With this in mind, we sought to evaluate the therapeutic potential of not only FDA-approved compounds but also those deemed safe to enter the clinic. Toward this end we used our deep learning proteome screening engine, MatchMaker, which powers our Ligand Design and Ligand Express drug discovery platform, to screen a library of >6,700 approved drugs and drug candidates with at least Phase 1 clinical data against the entire human proteome. The resulting database, dubbed PolypharmDB, is a unique collection of clinically assessed molecules and their polypharmacology profiles that can be searched rapidly to identify possible drug candidates for selected protein targets. We then probed PolypharmDB to identify potential binders of human targets linked to coronavirus pathogenesis. We credit the scientific community for enabling our target selection who, following the SARS and MERS outbreaks, used a variety of approaches to identify potential human and non-human therapeutic targets. The results of these studies are several promising human target candidates, including the TCDD-inducible poly(ADP-ribose) polymerase (TiPARP). Recently, it was shown that increased TiPARP activity was required for coronavirus to achieve maximal viral replication.
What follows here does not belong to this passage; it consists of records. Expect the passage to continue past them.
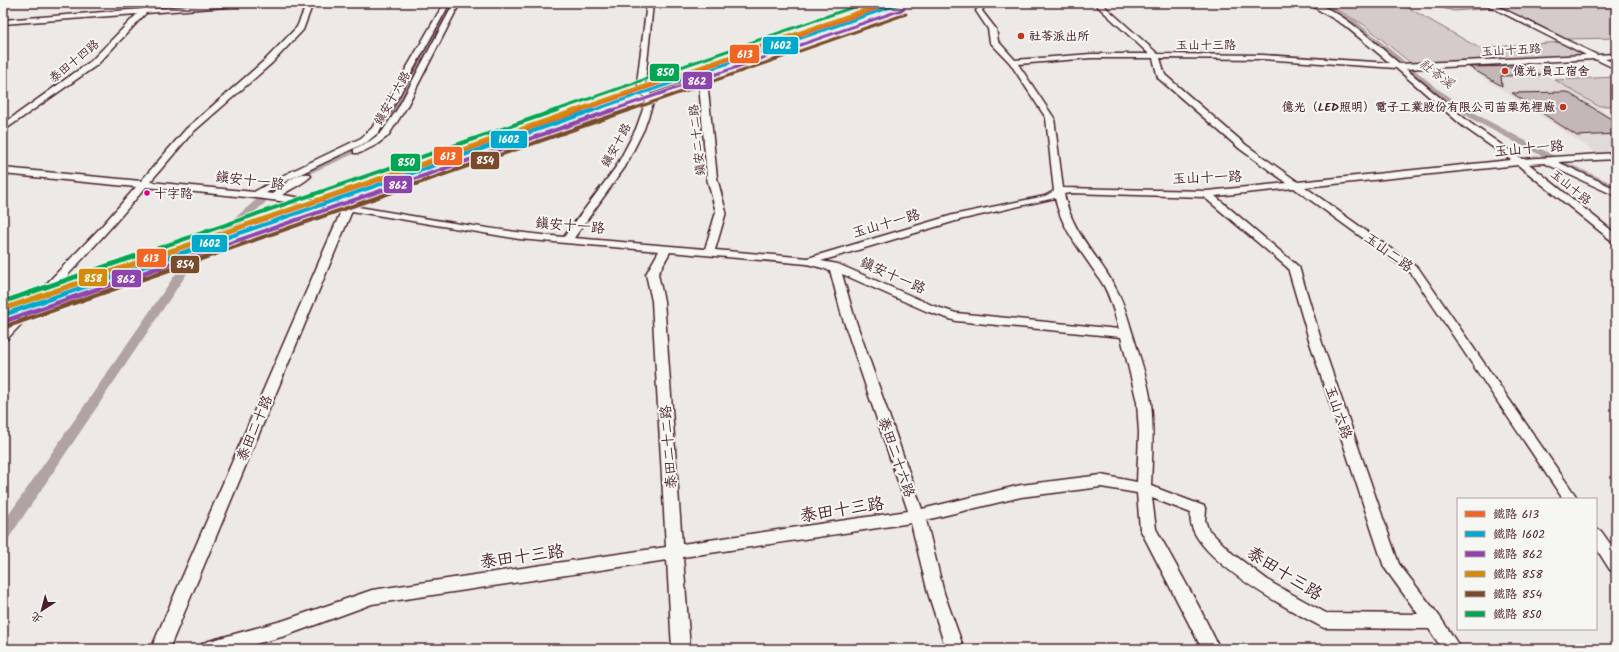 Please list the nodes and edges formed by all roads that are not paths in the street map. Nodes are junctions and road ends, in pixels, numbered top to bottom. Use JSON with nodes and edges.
{"nodes":[{"id":1,"x":151,"y":3,"type":"edge"},
{"id":2,"x":253,"y":3,"type":"edge"},
{"id":3,"x":310,"y":3,"type":"edge"},
{"id":4,"x":447,"y":3,"type":"edge"},
{"id":5,"x":457,"y":3,"type":"edge"},
{"id":6,"x":650,"y":3,"type":"edge"},
{"id":7,"x":983,"y":3,"type":"edge"},
{"id":8,"x":1096,"y":3,"type":"edge"},
{"id":9,"x":1310,"y":3,"type":"edge"},
{"id":10,"x":1321,"y":3,"type":"edge"},
{"id":11,"x":1486,"y":3,"type":"edge"},
{"id":12,"x":145,"y":11,"type":"junction"},
{"id":13,"x":3,"y":22,"type":"edge"},
{"id":14,"x":1156,"y":56,"type":"junction"},
{"id":15,"x":1616,"y":56,"type":"edge"},
{"id":16,"x":1597,"y":57,"type":"junction"},
{"id":17,"x":1013,"y":62,"type":"junction"},
{"id":18,"x":1403,"y":66,"type":"junction"},
{"id":19,"x":1616,"y":67,"type":"edge"},
{"id":20,"x":649,"y":99,"type":"junction"},
{"id":21,"x":3,"y":128,"type":"edge"},
{"id":22,"x":1616,"y":156,"type":"edge"},
{"id":23,"x":1547,"y":161,"type":"junction"},
{"id":24,"x":1520,"y":162,"type":"junction"},
{"id":25,"x":3,"y":171,"type":"edge"},
{"id":26,"x":143,"y":183,"type":"junction"},
{"id":27,"x":1294,"y":184,"type":"junction"},
{"id":28,"x":1059,"y":192,"type":"junction"},
{"id":29,"x":1616,"y":193,"type":"edge"},
{"id":30,"x":1207,"y":194,"type":"junction"},
{"id":31,"x":256,"y":195,"type":"junction"},
{"id":32,"x":274,"y":197,"type":"junction"},
{"id":33,"x":348,"y":208,"type":"junction"},
{"id":34,"x":1616,"y":239,"type":"edge"},
{"id":35,"x":567,"y":240,"type":"junction"},
{"id":36,"x":666,"y":249,"type":"junction"},
{"id":37,"x":709,"y":252,"type":"junction"},
{"id":38,"x":807,"y":261,"type":"junction"},
{"id":39,"x":834,"y":266,"type":"junction"},
{"id":40,"x":1126,"y":334,"type":"junction"},
{"id":41,"x":3,"y":336,"type":"edge"},
{"id":42,"x":1144,"y":489,"type":"junction"},
{"id":43,"x":1570,"y":498,"type":"edge"},
{"id":44,"x":917,"y":516,"type":"junction"},
{"id":45,"x":1597,"y":536,"type":"edge"},
{"id":46,"x":675,"y":554,"type":"junction"},
{"id":47,"x":1616,"y":565,"type":"edge"},
{"id":48,"x":1434,"y":622,"type":"junction"},
{"id":49,"x":160,"y":649,"type":"edge"},
{"id":50,"x":209,"y":649,"type":"edge"},
{"id":51,"x":681,"y":649,"type":"edge"},
{"id":52,"x":955,"y":649,"type":"edge"},
{"id":53,"x":1211,"y":649,"type":"edge"},
{"id":54,"x":1452,"y":649,"type":"edge"}],
"edges":[{"from":1,"to":12,"type":"street","name":"泰田十四路"},
{"from":2,"to":12,"type":"street"},
{"from":3,"to":26,"type":"street"},
{"from":4,"to":31,"type":"street"},
{"from":5,"to":32,"type":"street","name":"鎮安十六路"},
{"from":6,"to":20,"type":"street"},
{"from":7,"to":17,"type":"street"},
{"from":8,"to":14,"type":"street"},
{"from":9,"to":18,"type":"street"},
{"from":10,"to":18,"type":"street"},
{"from":11,"to":16,"type":"street"},
{"from":12,"to":13,"type":"street"},
{"from":12,"to":21,"type":"street","name":"泰田十四路"},
{"from":14,"to":17,"type":"street","name":"玉山十三路"},
{"from":14,"to":18,"type":"street","name":"玉山十三路"},
{"from":14,"to":27,"type":"street","name":"玉山二路"},
{"from":15,"to":16,"type":"street","name":"玉山十五路"},
{"from":16,"to":18,"type":"street","name":"玉山十五路"},
{"from":16,"to":19,"type":"street"},
{"from":17,"to":28,"type":"street"},
{"from":18,"to":24,"type":"street","name":"玉山十路"},
{"from":20,"to":35,"type":"street","name":"鎮安十路"},
{"from":20,"to":37,"type":"street","name":"鎮安二十二路"},
{"from":22,"to":23,"type":"street","name":"玉山十一路"},
{"from":23,"to":24,"type":"street","name":"玉山十一路"},
{"from":23,"to":29,"type":"street"},
{"from":24,"to":27,"type":"street","name":"玉山十一路"},
{"from":24,"to":34,"type":"street","name":"玉山十路"},
{"from":25,"to":26,"type":"street","name":"鎮安十一路"},
{"from":26,"to":31,"type":"street","name":"鎮安十一路"},
{"from":26,"to":41,"type":"street"},
{"from":27,"to":30,"type":"street","name":"玉山十一路"},
{"from":27,"to":43,"type":"street","name":"玉山二路"},
{"from":28,"to":30,"type":"street","name":"玉山十一路"},
{"from":28,"to":38,"type":"street","name":"玉山十一路"},
{"from":28,"to":40,"type":"street"},
{"from":30,"to":48,"type":"street","name":"玉山六路"},
{"from":31,"to":32,"type":"street","name":"鎮安十一路"},
{"from":32,"to":33,"type":"street","name":"鎮安十一路"},
{"from":33,"to":35,"type":"street","name":"鎮安十一路"},
{"from":33,"to":49,"type":"street","name":"泰田二十路"},
{"from":35,"to":36,"type":"street","name":"鎮安十一路"},
{"from":36,"to":37,"type":"street","name":"鎮安十一路"},
{"from":36,"to":46,"type":"street","name":"泰田二十二路"},
{"from":37,"to":38,"type":"street","name":"鎮安十一路"},
{"from":38,"to":39,"type":"street","name":"鎮安十一路"},
{"from":39,"to":40,"type":"street","name":"鎮安十一路"},
{"from":39,"to":44,"type":"street","name":"泰田二十六路"},
{"from":40,"to":42,"type":"street"},
{"from":42,"to":44,"type":"street","name":"泰田十三路"},
{"from":42,"to":48,"type":"street","name":"泰田十三路"},
{"from":42,"to":53,"type":"street"},
{"from":44,"to":46,"type":"street","name":"泰田十三路"},
{"from":44,"to":52,"type":"street","name":"泰田二十六路"},
{"from":45,"to":47,"type":"street"},
{"from":46,"to":50,"type":"street","name":"泰田十三路"},
{"from":46,"to":51,"type":"street","name":"泰田二十二路"},
{"from":48,"to":54,"type":"street","name":"玉山六路"}]}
Therefore, it is suggested that suppression of TiPARP may be a novel, previously unappreciated, a mechanism for treating viral infection. Overall, by leveraging PolypharmDB, we identified molecules that are predicted to interact with several human targets of possible therapeutic relevance.
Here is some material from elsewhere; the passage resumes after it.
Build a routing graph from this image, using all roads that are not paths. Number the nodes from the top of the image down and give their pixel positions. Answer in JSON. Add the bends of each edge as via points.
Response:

While targeting human proteins is a promising strategy towards treating viral infection, there are many reasons to target the virus outright (e.g. less chance of side effects, direct binding leads to increased chance of viral inhibition, etc.). Harnessing the flexibility and benefits that PolypharmDB affords, we turned our attention to assessing proteins sourced from the 2019-nCoV virus. We began by modelling two viral 2019-nCoV proteins with established therapeutic relevance based on existing coronavirus structures and recent genomic studies. The first being an enzyme called 3C protease (3Cprot), which is essential for viral replication, and the second a protein called spike glycoprotein (S) which is responsible for binding to human host cells and inducing viral uptake. We then supplemented the results within PolypharmDB to include the likelihood of all clinical molecules interacting with the novel viral targets by assessing them with MatchMaker. By searching the expanded PolypharmDB, we identified molecules predicted to interact with the designated viral targets. Using this method, we identified 10 molecules that ranked highly for binding to the 3Cprot relative to our collection of the human proteins (~9,000 proteins), that were then reviewed by our internal applied science team which comprises of medicinal chemists and biochemists.

To be clear, we are not suggesting that these molecules will work. We have shown that computationally MatchMaker has the ability to generalize over human protein structures, and we have prospectively validated it in other therapeutic areas, but we have not yet done this on non-human structures. In addition, while we approached this situation delicately by reviewing the literature and evaluating the overall scientific fidelity of our approach, we have not experimentally validated these molecules for their intended target - we simply do not have access to the biological assays required for validation. With that said, given the urgency of the situation, we believe that the scientific community should consider the merits of the molecules we are proposing. If there is interest to gain access to the shortlisted molecules from PolypharmDB, please reach out to us directly. We believe it is our moral obligation to go about this the right way by explaining our methodology thoroughly and by setting expectations appropriately. Following a discussion, we can make the molecules available for testing to the right partner at no cost (we are not looking to profit off this at all).